(Saved entries)
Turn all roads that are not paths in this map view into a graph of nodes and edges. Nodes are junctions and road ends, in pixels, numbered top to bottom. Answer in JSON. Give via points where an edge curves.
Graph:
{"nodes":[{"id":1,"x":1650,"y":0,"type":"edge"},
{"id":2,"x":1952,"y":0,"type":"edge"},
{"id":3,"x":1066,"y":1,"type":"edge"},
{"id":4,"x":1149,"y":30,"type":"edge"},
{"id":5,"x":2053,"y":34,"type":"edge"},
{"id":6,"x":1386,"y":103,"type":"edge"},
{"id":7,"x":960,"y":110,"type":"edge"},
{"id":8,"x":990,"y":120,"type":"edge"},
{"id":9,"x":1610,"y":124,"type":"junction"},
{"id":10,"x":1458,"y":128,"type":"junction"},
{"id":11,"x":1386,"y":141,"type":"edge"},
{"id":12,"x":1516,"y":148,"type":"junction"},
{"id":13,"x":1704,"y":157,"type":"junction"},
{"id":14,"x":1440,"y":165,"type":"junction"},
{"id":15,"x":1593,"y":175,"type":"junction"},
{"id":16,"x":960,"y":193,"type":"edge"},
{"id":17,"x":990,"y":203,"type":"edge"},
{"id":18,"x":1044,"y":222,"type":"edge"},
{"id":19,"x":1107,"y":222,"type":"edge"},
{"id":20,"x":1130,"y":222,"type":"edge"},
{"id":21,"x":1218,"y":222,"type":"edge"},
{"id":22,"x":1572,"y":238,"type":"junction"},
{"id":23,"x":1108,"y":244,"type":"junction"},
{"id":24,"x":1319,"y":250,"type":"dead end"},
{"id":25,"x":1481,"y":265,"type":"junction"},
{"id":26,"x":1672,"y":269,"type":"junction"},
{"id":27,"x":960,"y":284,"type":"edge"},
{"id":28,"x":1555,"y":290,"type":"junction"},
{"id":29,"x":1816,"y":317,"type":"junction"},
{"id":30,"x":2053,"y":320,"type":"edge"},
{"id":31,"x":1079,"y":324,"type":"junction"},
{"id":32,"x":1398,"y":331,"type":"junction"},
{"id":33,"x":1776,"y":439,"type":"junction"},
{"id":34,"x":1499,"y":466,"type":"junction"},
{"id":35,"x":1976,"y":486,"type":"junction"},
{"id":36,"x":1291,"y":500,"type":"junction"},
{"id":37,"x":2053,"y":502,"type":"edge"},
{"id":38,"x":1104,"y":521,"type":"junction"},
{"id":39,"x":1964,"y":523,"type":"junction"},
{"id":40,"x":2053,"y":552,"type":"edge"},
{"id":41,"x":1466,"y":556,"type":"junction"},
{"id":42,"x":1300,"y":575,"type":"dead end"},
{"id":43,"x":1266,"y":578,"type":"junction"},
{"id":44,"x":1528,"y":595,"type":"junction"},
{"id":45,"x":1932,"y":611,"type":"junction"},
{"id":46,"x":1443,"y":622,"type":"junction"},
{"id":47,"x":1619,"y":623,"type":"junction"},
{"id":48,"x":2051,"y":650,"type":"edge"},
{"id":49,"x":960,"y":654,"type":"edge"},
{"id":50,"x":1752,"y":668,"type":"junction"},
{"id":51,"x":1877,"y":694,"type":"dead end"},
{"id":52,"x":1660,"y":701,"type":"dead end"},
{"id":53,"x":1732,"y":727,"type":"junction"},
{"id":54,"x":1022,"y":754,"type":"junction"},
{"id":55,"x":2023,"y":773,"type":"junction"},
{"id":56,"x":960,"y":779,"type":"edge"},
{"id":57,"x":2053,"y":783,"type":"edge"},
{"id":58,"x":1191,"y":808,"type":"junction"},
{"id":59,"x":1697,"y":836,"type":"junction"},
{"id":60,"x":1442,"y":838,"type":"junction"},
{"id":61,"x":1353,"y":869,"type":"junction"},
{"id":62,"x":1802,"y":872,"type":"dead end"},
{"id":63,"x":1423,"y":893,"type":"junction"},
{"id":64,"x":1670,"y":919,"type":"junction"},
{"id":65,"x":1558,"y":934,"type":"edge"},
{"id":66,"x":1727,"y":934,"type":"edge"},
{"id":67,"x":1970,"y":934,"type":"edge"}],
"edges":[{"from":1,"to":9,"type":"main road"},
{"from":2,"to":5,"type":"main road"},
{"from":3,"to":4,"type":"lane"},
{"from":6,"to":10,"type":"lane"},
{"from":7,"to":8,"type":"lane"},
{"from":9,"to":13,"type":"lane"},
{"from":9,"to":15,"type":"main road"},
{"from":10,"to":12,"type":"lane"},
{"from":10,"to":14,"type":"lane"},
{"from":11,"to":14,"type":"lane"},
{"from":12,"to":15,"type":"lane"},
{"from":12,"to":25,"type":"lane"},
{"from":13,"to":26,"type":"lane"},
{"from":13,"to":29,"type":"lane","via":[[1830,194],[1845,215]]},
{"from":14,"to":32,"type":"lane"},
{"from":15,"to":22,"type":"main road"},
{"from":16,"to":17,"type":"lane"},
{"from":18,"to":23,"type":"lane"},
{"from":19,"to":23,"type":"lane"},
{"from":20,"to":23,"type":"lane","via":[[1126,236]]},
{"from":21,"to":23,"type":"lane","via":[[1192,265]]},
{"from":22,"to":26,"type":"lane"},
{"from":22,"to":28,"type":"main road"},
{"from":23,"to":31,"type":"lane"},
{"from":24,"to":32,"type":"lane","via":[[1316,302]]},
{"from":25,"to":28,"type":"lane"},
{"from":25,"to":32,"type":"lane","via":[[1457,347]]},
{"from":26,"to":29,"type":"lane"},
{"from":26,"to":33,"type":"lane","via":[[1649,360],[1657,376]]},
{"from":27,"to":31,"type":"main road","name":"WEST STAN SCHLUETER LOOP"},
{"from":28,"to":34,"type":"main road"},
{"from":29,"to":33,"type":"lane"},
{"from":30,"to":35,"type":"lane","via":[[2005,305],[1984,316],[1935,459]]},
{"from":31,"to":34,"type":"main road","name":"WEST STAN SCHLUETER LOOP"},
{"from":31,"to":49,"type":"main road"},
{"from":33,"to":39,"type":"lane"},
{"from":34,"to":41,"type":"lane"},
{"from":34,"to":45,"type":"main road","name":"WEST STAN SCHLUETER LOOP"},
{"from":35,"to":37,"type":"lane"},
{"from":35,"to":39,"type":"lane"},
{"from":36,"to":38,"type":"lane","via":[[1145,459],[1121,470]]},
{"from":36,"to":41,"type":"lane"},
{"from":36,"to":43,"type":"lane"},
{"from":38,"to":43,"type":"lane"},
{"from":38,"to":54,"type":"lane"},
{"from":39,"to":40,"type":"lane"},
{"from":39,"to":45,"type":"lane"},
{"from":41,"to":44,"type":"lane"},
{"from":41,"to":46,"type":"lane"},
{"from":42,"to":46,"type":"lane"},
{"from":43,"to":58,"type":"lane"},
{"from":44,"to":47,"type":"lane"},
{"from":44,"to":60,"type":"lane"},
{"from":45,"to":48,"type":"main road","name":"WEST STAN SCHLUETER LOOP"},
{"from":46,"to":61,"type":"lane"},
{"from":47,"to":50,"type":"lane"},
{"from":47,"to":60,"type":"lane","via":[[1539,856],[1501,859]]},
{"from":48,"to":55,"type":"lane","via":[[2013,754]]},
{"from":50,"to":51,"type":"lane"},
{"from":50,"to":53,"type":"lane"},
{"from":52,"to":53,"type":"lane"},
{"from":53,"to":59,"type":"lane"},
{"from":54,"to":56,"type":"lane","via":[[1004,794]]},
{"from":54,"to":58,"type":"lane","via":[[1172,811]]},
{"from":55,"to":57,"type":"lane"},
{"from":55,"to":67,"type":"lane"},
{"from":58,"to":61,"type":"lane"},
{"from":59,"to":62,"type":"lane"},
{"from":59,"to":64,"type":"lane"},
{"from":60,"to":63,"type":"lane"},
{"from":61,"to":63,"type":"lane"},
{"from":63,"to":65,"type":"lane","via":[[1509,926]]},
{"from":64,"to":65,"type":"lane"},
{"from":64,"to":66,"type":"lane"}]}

● Instructions to follow: In the records above, how many lines include "name"? Give that number and nothing more.

● Result for this task: 4